▸ Task objective:
From the data below, return each line in which the string "Avenue" is found.

▸ Dataset items:

# # # # # # #

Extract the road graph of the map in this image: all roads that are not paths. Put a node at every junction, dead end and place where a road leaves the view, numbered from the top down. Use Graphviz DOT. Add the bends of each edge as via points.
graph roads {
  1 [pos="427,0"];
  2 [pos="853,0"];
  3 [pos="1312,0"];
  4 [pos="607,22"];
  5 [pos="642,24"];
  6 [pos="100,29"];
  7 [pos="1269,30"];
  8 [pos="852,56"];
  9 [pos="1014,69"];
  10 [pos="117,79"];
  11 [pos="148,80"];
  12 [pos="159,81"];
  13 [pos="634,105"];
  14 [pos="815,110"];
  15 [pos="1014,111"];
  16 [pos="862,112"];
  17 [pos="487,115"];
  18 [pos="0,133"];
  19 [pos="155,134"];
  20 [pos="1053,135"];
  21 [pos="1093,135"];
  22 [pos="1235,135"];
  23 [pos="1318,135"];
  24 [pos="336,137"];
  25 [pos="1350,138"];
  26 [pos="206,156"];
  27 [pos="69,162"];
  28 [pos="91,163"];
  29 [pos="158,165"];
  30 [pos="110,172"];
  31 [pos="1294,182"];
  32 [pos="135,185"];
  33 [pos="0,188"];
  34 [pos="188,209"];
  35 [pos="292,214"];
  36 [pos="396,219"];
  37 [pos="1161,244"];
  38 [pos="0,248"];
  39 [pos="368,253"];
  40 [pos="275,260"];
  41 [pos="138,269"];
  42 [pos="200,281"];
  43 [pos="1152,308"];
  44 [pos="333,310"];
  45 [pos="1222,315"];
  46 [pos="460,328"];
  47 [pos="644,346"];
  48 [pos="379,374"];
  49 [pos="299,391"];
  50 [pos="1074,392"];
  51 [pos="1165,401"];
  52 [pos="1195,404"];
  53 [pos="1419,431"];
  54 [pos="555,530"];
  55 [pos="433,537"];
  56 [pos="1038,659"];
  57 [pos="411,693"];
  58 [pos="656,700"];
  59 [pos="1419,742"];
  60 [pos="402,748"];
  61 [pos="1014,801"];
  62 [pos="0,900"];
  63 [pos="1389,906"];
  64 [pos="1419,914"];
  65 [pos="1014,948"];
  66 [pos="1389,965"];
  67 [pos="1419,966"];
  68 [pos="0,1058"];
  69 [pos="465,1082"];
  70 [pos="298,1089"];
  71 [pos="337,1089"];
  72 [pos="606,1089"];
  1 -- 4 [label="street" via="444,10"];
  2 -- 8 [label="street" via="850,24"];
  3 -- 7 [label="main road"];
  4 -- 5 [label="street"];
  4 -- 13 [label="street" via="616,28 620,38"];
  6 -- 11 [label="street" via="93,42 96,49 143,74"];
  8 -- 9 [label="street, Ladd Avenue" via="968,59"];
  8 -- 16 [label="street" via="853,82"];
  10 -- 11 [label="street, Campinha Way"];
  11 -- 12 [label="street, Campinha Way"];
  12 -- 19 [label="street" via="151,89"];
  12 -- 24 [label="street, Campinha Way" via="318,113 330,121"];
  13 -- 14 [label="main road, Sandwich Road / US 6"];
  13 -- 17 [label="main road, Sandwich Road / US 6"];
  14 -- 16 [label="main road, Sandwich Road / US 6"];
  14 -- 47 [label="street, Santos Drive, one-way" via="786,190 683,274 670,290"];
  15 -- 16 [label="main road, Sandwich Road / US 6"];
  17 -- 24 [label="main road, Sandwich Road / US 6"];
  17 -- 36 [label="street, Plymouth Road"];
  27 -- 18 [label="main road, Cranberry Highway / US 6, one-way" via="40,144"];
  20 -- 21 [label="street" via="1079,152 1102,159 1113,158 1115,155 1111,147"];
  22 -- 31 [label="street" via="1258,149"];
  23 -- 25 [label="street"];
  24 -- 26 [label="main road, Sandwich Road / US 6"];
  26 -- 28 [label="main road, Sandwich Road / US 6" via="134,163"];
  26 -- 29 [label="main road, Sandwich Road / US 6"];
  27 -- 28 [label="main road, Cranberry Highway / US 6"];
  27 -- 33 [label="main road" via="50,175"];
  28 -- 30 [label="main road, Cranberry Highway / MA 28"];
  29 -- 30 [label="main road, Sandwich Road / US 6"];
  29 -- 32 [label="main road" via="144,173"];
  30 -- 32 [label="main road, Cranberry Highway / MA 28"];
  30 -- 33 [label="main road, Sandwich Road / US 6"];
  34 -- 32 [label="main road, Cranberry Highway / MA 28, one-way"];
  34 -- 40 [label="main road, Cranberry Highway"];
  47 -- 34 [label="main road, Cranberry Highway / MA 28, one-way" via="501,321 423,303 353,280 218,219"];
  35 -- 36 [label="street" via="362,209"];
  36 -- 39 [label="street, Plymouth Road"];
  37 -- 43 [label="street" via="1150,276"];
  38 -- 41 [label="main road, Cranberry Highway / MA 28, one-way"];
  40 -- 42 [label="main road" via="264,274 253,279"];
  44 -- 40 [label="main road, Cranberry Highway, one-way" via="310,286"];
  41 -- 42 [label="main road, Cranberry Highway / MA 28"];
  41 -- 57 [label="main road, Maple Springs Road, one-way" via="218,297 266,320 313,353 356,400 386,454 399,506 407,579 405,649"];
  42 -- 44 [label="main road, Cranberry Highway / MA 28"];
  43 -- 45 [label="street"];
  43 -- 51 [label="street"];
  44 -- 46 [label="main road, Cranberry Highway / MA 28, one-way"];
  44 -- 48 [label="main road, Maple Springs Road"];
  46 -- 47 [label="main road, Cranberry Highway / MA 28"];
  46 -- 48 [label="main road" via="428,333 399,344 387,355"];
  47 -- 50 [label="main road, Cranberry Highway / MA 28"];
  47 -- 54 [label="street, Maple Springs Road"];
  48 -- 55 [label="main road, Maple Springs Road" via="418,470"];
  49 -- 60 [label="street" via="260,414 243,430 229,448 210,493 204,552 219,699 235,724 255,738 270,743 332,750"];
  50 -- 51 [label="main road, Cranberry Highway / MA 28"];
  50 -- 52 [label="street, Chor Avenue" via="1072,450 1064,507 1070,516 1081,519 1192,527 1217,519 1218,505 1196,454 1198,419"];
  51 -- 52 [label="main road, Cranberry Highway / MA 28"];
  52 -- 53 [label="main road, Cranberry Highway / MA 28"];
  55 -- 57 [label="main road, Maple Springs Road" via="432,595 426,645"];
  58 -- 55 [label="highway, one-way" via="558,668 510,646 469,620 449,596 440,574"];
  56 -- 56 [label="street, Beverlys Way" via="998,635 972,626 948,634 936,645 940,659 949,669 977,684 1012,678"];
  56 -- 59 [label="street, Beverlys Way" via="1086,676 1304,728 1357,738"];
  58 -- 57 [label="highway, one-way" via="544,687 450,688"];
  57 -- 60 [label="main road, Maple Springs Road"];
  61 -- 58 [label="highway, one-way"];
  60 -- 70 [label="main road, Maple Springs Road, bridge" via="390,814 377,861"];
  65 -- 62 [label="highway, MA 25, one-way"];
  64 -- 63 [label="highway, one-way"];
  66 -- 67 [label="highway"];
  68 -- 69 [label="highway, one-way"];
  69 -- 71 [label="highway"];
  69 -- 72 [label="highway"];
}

# # # # # # #

▸ Answer to this task:
  8 -- 9 [label="street, Ladd Avenue" via="968,59"];
  50 -- 52 [label="street, Chor Avenue" via="1072,450 1064,507 1070,516 1081,519 1192,527 1217,519 1218,505 1196,454 1198,419"];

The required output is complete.